*Task goal*. Copy each entry below exactly as it appears.

*Records for processing*.
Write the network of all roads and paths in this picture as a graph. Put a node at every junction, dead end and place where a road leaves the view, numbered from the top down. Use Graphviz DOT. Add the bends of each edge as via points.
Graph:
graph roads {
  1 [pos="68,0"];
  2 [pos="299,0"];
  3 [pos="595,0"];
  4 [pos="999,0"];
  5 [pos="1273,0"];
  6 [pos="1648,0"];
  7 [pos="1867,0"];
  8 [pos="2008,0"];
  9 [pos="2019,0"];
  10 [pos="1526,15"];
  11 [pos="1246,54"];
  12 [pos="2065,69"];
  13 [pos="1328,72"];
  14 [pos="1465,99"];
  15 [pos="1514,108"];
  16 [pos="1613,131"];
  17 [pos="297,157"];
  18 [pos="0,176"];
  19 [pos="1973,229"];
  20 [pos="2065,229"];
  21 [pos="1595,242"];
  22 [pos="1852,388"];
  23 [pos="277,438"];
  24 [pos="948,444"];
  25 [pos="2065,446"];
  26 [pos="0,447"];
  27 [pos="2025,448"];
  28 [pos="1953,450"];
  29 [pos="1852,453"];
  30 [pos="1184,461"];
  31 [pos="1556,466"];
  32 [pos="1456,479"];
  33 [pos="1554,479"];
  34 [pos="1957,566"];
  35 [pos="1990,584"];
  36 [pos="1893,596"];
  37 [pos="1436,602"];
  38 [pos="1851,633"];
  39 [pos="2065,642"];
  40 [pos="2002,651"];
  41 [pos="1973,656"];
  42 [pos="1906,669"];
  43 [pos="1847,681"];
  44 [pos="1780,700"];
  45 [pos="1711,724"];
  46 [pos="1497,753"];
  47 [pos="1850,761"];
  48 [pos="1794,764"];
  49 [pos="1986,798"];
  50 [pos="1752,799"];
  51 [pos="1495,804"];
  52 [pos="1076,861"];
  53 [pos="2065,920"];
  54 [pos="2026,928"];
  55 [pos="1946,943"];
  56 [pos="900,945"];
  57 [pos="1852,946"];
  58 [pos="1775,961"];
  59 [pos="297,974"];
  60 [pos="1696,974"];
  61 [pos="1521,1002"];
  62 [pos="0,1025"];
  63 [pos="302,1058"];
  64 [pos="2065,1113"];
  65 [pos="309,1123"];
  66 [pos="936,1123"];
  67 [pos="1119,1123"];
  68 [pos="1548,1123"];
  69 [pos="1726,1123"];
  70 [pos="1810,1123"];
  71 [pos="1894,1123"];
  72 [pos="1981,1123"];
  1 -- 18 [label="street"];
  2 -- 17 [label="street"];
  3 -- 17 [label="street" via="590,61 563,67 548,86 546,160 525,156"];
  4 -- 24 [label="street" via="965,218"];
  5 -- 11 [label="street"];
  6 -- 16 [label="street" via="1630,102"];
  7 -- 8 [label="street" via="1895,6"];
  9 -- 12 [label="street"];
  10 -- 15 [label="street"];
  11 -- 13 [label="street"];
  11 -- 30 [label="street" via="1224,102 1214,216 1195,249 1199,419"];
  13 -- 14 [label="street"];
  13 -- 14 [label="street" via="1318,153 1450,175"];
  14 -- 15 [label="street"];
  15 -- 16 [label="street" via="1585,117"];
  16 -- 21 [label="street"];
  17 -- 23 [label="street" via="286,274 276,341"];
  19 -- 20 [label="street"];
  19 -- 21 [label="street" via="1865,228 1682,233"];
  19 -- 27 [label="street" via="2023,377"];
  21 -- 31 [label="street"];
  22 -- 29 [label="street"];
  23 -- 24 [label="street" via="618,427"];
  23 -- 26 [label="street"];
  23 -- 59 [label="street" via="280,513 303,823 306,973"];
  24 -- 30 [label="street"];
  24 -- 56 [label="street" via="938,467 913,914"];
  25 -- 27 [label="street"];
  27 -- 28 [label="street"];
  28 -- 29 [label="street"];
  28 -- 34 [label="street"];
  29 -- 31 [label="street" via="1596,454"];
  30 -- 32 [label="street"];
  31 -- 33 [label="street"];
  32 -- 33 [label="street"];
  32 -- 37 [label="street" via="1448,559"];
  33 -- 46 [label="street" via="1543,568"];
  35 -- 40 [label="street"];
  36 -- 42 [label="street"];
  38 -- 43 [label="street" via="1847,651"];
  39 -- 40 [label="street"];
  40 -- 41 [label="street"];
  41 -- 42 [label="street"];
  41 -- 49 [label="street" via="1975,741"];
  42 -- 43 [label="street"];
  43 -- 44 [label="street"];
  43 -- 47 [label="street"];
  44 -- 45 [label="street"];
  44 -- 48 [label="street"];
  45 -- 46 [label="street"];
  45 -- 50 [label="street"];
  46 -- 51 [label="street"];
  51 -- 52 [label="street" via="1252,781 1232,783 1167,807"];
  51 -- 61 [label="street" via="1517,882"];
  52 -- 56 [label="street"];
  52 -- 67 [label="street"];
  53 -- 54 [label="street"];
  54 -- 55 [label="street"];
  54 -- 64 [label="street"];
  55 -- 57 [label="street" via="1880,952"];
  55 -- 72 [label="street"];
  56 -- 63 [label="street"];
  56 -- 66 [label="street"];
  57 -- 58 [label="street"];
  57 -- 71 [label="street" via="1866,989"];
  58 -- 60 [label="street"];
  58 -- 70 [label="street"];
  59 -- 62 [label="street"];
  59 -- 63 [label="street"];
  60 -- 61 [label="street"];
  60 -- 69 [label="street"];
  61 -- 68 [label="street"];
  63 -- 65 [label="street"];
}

*Solution*.
Write the network of all roads and paths in this picture as a graph. Put a node at every junction, dead end and place where a road leaves the view, numbered from the top down. Use Graphviz DOT. Add the bends of each edge as via points.
Graph:
graph roads {
  1 [pos="68,0"];
  2 [pos="299,0"];
  3 [pos="595,0"];
  4 [pos="999,0"];
  5 [pos="1273,0"];
  6 [pos="1648,0"];
  7 [pos="1867,0"];
  8 [pos="2008,0"];
  9 [pos="2019,0"];
  10 [pos="1526,15"];
  11 [pos="1246,54"];
  12 [pos="2065,69"];
  13 [pos="1328,72"];
  14 [pos="1465,99"];
  15 [pos="1514,108"];
  16 [pos="1613,131"];
  17 [pos="297,157"];
  18 [pos="0,176"];
  19 [pos="1973,229"];
  20 [pos="2065,229"];
  21 [pos="1595,242"];
  22 [pos="1852,388"];
  23 [pos="277,438"];
  24 [pos="948,444"];
  25 [pos="2065,446"];
  26 [pos="0,447"];
  27 [pos="2025,448"];
  28 [pos="1953,450"];
  29 [pos="1852,453"];
  30 [pos="1184,461"];
  31 [pos="1556,466"];
  32 [pos="1456,479"];
  33 [pos="1554,479"];
  34 [pos="1957,566"];
  35 [pos="1990,584"];
  36 [pos="1893,596"];
  37 [pos="1436,602"];
  38 [pos="1851,633"];
  39 [pos="2065,642"];
  40 [pos="2002,651"];
  41 [pos="1973,656"];
  42 [pos="1906,669"];
  43 [pos="1847,681"];
  44 [pos="1780,700"];
  45 [pos="1711,724"];
  46 [pos="1497,753"];
  47 [pos="1850,761"];
  48 [pos="1794,764"];
  49 [pos="1986,798"];
  50 [pos="1752,799"];
  51 [pos="1495,804"];
  52 [pos="1076,861"];
  53 [pos="2065,920"];
  54 [pos="2026,928"];
  55 [pos="1946,943"];
  56 [pos="900,945"];
  57 [pos="1852,946"];
  58 [pos="1775,961"];
  59 [pos="297,974"];
  60 [pos="1696,974"];
  61 [pos="1521,1002"];
  62 [pos="0,1025"];
  63 [pos="302,1058"];
  64 [pos="2065,1113"];
  65 [pos="309,1123"];
  66 [pos="936,1123"];
  67 [pos="1119,1123"];
  68 [pos="1548,1123"];
  69 [pos="1726,1123"];
  70 [pos="1810,1123"];
  71 [pos="1894,1123"];
  72 [pos="1981,1123"];
  1 -- 18 [label="street"];
  2 -- 17 [label="street"];
  3 -- 17 [label="street" via="590,61 563,67 548,86 546,160 525,156"];
  4 -- 24 [label="street" via="965,218"];
  5 -- 11 [label="street"];
  6 -- 16 [label="street" via="1630,102"];
  7 -- 8 [label="street" via="1895,6"];
  9 -- 12 [label="street"];
  10 -- 15 [label="street"];
  11 -- 13 [label="street"];
  11 -- 30 [label="street" via="1224,102 1214,216 1195,249 1199,419"];
  13 -- 14 [label="street"];
  13 -- 14 [label="street" via="1318,153 1450,175"];
  14 -- 15 [label="street"];
  15 -- 16 [label="street" via="1585,117"];
  16 -- 21 [label="street"];
  17 -- 23 [label="street" via="286,274 276,341"];
  19 -- 20 [label="street"];
  19 -- 21 [label="street" via="1865,228 1682,233"];
  19 -- 27 [label="street" via="2023,377"];
  21 -- 31 [label="street"];
  22 -- 29 [label="street"];
  23 -- 24 [label="street" via="618,427"];
  23 -- 26 [label="street"];
  23 -- 59 [label="street" via="280,513 303,823 306,973"];
  24 -- 30 [label="street"];
  24 -- 56 [label="street" via="938,467 913,914"];
  25 -- 27 [label="street"];
  27 -- 28 [label="street"];
  28 -- 29 [label="street"];
  28 -- 34 [label="street"];
  29 -- 31 [label="street" via="1596,454"];
  30 -- 32 [label="street"];
  31 -- 33 [label="street"];
  32 -- 33 [label="street"];
  32 -- 37 [label="street" via="1448,559"];
  33 -- 46 [label="street" via="1543,568"];
  35 -- 40 [label="street"];
  36 -- 42 [label="street"];
  38 -- 43 [label="street" via="1847,651"];
  39 -- 40 [label="street"];
  40 -- 41 [label="street"];
  41 -- 42 [label="street"];
  41 -- 49 [label="street" via="1975,741"];
  42 -- 43 [label="street"];
  43 -- 44 [label="street"];
  43 -- 47 [label="street"];
  44 -- 45 [label="street"];
  44 -- 48 [label="street"];
  45 -- 46 [label="street"];
  45 -- 50 [label="street"];
  46 -- 51 [label="street"];
  51 -- 52 [label="street" via="1252,781 1232,783 1167,807"];
  51 -- 61 [label="street" via="1517,882"];
  52 -- 56 [label="street"];
  52 -- 67 [label="street"];
  53 -- 54 [label="street"];
  54 -- 55 [label="street"];
  54 -- 64 [label="street"];
  55 -- 57 [label="street" via="1880,952"];
  55 -- 72 [label="street"];
  56 -- 63 [label="street"];
  56 -- 66 [label="street"];
  57 -- 58 [label="street"];
  57 -- 71 [label="street" via="1866,989"];
  58 -- 60 [label="street"];
  58 -- 70 [label="street"];
  59 -- 62 [label="street"];
  59 -- 63 [label="street"];
  60 -- 61 [label="street"];
  60 -- 69 [label="street"];
  61 -- 68 [label="street"];
  63 -- 65 [label="street"];
}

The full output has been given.